All entries below are to be reproduced exactly.

---------- PROVIDED RECORDS

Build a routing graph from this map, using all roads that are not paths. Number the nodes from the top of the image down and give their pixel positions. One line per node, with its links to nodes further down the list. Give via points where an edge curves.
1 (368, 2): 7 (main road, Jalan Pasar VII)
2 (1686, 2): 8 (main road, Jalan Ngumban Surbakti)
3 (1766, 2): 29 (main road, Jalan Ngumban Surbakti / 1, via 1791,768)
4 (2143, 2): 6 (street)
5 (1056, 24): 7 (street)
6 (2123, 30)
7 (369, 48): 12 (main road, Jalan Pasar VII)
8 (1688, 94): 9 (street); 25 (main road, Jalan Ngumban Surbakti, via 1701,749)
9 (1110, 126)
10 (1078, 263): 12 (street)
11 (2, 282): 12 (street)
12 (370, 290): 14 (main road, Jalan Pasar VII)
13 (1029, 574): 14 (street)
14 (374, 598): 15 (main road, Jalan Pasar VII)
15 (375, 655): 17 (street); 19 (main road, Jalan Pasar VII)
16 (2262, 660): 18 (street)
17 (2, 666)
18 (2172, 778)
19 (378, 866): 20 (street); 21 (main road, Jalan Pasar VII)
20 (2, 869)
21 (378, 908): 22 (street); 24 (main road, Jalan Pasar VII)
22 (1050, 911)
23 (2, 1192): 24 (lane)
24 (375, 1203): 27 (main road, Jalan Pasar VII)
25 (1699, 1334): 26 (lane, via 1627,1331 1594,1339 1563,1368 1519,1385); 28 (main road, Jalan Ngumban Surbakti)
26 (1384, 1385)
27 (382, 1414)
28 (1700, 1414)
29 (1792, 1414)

--------------------

TASK OUTPUT:
Build a routing graph from this map, using all roads that are not paths. Number the nodes from the top of the image down and give their pixel positions. One line per node, with its links to nodes further down the list. Give via points where an edge curves.
1 (368, 2): 7 (main road, Jalan Pasar VII)
2 (1686, 2): 8 (main road, Jalan Ngumban Surbakti)
3 (1766, 2): 29 (main road, Jalan Ngumban Surbakti / 1, via 1791,768)
4 (2143, 2): 6 (street)
5 (1056, 24): 7 (street)
6 (2123, 30)
7 (369, 48): 12 (main road, Jalan Pasar VII)
8 (1688, 94): 9 (street); 25 (main road, Jalan Ngumban Surbakti, via 1701,749)
9 (1110, 126)
10 (1078, 263): 12 (street)
11 (2, 282): 12 (street)
12 (370, 290): 14 (main road, Jalan Pasar VII)
13 (1029, 574): 14 (street)
14 (374, 598): 15 (main road, Jalan Pasar VII)
15 (375, 655): 17 (street); 19 (main road, Jalan Pasar VII)
16 (2262, 660): 18 (street)
17 (2, 666)
18 (2172, 778)
19 (378, 866): 20 (street); 21 (main road, Jalan Pasar VII)
20 (2, 869)
21 (378, 908): 22 (street); 24 (main road, Jalan Pasar VII)
22 (1050, 911)
23 (2, 1192): 24 (lane)
24 (375, 1203): 27 (main road, Jalan Pasar VII)
25 (1699, 1334): 26 (lane, via 1627,1331 1594,1339 1563,1368 1519,1385); 28 (main road, Jalan Ngumban Surbakti)
26 (1384, 1385)
27 (382, 1414)
28 (1700, 1414)
29 (1792, 1414)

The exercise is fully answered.